On Fri, 16 Apr 2021 07:22:17 +0100,
He Ying  wrote:

We found this problem in our kernel src tree:

[   14.816231] [ cut here ]
[   14.816231] kernel BUG at irq.c:99!
[   14.816232] Internal error: Oops - BUG: 0 [#1] SMP
[   14.816232] Process swapper/0 (pid: 0, stack limit = 0x(ptrval))
[   14.816233] CPU: 0 PID: 0 Comm: swapper/0 Tainted: G   O  
4.19.95-1.h1.AOS2.0.aarch64 #14
[   14.816233] Hardware name: evb (DT)
[   14.816234] pstate: 80400085 (Nzcv daIf +PAN -UAO)
[   14.816234] pc : asm_nmi_enter+0x94/0x98
[   14.816235] lr : asm_nmi_enter+0x18/0x98
[   14.816235] sp : 08003c50
[   14.816235] pmr_save: 0070
[   14.816237] x29: 08003c50 x28: 095f56c0
[   14.816238] x27:  x26: 08004000
[   14.816239] x25: 015e x24: 8008fb916000
[   14.816240] x23: 2045 x22: 080817cc
[   14.816241] x21: 08003da0 x20: 0060
[   14.816242] x19: 03ff x18: 
[   14.816243] x17: 0008 x16: 003d0900
[   14.816244] x15: 095ea6c8 x14: 8008fff5ab40
[   14.816244] x13: 8008fff58b9d x12: 
[   14.816245] x11: 08c8a200 x10: 8e31fca5
[   14.816246] x9 : 08c8a208 x8 : 000f
[   14.816247] x7 : 0004 x6 : 8008fff58b9e
[   14.816248] x5 :  x4 : 8000
[   14.816249] x3 :  x2 : 8000
[   14.816250] x1 : 0012 x0 : 095f56c0
[   14.816251] Call trace:
[   14.816251]  asm_nmi_enter+0x94/0x98
[   14.816251]  el1_irq+0x8c/0x180
[   14.816252]  gic_handle_irq+0xbc/0x2e4
[   14.816252]  el1_irq+0xcc/0x180
[   14.816253]  arch_timer_handler_virt+0x38/0x58
[   14.816253]  handle_percpu_devid_irq+0x90/0x240
[   14.816253]  generic_handle_irq+0x34/0x50
[   14.816254]  __handle_domain_irq+0x68/0xc0
[   14.816254]  gic_handle_irq+0xf8/0x2e4
[   14.816255]  el1_irq+0xcc/0x180
[   14.816255]  arch_cpu_idle+0x34/0x1c8
[   14.816255]  default_idle_call+0x24/0x44
[   14.816256]  do_idle+0x1d0/0x2c8
[   14.816256]  cpu_startup_entry+0x28/0x30
[   14.816256]  rest_init+0xb8/0xc8
[   14.816257]  start_kernel+0x4c8/0x4f4
[   14.816257] Code: 940587f1 d5384100 b9401001 36a7fd01 (d421)
[   14.816258] Modules linked in: start_dp(O) smeth(O)
[   15.103092] ---[ end trace 701753956cb14aa8 ]---
[   15.103093] Kernel panic - not syncing: Fatal exception in interrupt
[   15.103099] SMP: stopping secondary CPUs
[   15.103100] Kernel Offset: disabled
[   15.103100] CPU features: 0x36,a2400218
[   15.103100] Memory Limit: none

Urgh...


Our kernel src tree is based on 4.19.95 and backports arm64 pseudo-NMI
patches but doesn't support nested NMI. Its top relative commit is
commit 17ce302f3117 ("arm64: Fix interrupt tracing in the presence of NMIs").

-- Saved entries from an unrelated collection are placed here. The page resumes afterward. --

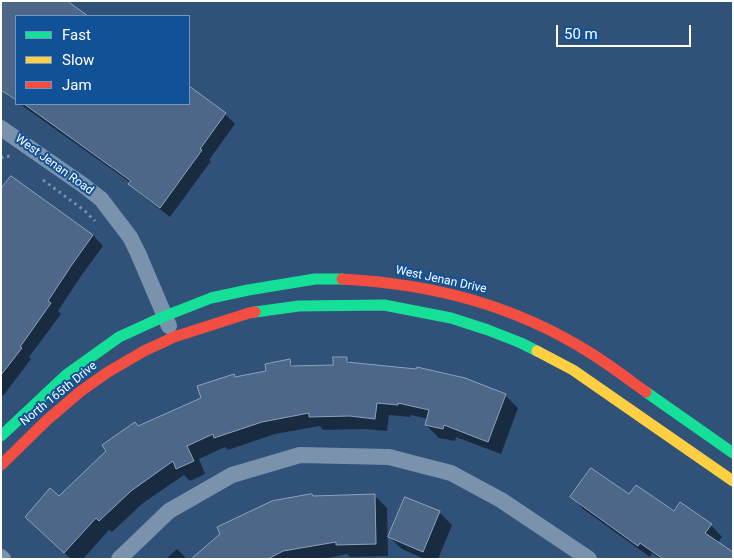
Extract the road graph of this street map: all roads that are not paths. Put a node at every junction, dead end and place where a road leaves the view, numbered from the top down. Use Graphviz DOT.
graph roads {
  1 [pos="2,129"];
  2 [pos="281,284"];
  3 [pos="165,316"];
  4 [pos="174,337"];
  5 [pos="5,431"];
  6 [pos="733,453"];
  7 [pos="1,465"];
  8 [pos="733,481"];
  9 [pos="119,559"];
  10 [pos="589,559"];
  1 -- 3 [label="street, West Jenan Road"];
  2 -- 3 [label="street, North 165th Drive"];
  2 -- 6 [label="street, West Jenan Drive"];
  3 -- 4 [label="street, West Jenan Road"];
  3 -- 5 [label="street, North 165th Drive"];
  4 -- 7 [label="street, North 165th Drive"];
  4 -- 8 [label="street, North 165th Drive"];
  9 -- 10 [label="street"];
}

Can you please reproduce it with mainline and without any backport?
It is hard to reason about something that isn't a vanilla kernel.

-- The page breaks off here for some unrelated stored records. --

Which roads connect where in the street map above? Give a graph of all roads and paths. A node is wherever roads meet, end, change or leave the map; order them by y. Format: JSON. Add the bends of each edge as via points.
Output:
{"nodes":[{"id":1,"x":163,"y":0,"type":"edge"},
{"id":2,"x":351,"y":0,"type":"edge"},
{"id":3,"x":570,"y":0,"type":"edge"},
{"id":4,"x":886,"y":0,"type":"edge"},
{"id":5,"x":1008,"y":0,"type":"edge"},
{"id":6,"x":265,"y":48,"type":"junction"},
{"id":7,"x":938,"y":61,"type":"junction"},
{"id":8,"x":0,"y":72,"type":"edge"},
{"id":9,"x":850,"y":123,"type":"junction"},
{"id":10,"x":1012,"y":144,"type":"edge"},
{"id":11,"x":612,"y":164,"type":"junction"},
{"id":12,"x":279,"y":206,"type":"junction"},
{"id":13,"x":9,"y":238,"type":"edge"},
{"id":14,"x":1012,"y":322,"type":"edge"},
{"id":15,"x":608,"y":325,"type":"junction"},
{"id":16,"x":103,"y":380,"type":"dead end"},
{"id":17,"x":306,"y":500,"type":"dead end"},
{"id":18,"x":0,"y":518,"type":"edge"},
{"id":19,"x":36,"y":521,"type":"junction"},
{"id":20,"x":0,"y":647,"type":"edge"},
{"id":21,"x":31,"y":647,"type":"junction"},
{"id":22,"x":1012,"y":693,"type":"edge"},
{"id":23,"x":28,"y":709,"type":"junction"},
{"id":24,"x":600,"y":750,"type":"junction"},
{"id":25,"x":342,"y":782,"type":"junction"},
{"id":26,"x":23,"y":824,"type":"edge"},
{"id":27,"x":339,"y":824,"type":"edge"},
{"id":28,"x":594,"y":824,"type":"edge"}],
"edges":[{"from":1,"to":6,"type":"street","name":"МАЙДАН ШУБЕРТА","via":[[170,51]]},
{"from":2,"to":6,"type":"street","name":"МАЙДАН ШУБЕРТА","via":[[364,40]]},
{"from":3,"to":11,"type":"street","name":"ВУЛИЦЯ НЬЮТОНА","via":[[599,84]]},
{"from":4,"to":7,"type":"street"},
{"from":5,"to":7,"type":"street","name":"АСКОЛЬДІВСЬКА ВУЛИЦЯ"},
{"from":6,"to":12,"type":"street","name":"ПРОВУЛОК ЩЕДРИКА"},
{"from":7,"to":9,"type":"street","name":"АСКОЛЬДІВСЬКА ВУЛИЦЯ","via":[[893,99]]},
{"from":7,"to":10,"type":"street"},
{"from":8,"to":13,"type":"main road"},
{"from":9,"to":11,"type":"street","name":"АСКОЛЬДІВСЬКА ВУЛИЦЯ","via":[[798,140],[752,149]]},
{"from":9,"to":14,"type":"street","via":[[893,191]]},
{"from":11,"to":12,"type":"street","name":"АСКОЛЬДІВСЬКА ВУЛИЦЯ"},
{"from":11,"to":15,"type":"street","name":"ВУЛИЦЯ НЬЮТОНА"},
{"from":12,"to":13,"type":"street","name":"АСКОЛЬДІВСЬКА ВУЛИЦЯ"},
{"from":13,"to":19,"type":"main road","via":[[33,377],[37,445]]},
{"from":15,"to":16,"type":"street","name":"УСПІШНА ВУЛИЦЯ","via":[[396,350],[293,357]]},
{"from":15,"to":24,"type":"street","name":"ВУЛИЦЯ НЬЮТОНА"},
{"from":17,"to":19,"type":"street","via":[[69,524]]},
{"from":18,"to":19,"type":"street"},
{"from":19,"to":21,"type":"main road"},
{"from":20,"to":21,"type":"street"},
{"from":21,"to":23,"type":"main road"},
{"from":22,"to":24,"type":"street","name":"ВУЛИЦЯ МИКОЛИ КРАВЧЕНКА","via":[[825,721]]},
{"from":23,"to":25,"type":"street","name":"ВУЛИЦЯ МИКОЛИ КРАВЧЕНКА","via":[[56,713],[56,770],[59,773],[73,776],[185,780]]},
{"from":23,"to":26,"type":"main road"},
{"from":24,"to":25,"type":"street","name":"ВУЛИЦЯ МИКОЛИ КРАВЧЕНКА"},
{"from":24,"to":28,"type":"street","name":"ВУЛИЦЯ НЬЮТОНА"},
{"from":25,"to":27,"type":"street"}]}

I think our kernel is quite like v5.3 mainline. Reproducing it in v5.3 
mainline may


be a little difficult for us because our product needs some more self 
developed


patches to work.




I look into this issue and find that it's caused by 'BUG_ON(in_nmi())'
in nmi_enter(). From the call trace, we find two 'el1_irqs' which
means an interrupt preempts the other one and the new one is an NMI.
Furthermore, by adding some prints, we find the first irq also calls
nmi_enter(), but its priority is not GICD_INT_NMI_PRI and its irq number
is 1023. It enables irq by calling gic_arch_enable_irqs() in
gic_handle_irq(). At this moment, the second irq preempts the first irq
and it's an NMI but current context is already in nmi. So that may be
the problem.

I'm not sure I get it. From the stack trace, I see this:

[   14.816251]  asm_nmi_enter+0x94/0x98
[   14.816251]  el1_irq+0x8c/0x180  (C)
[   14.816252]  gic_handle_irq+0xbc/0x2e4
[   14.816252]  el1_irq+0xcc/0x180  (B)
[   14.816253]  arch_timer_handler_virt+0x38/0x58
[   14.816253]  handle_percpu_devid_irq+0x90/0x240
[   14.816253]  generic_handle_irq+0x34/0x50
[   14.816254]  __handle_domain_irq+0x68/0xc0
[   14.816254]  gic_handle_irq+0xf8/0x2e4
[   14.816255]  el1_irq+0xcc/0x180  (A)

which indicates that we preempted a timer interrupt (A) with another
IRQ (B), itself immediately preempted by another IRQ (C)? That's
indeed at least one too many.

Can you please describe for each of (A), (B) and (C) whether they are
spurious or not, what their priorities are if they aren't spurious?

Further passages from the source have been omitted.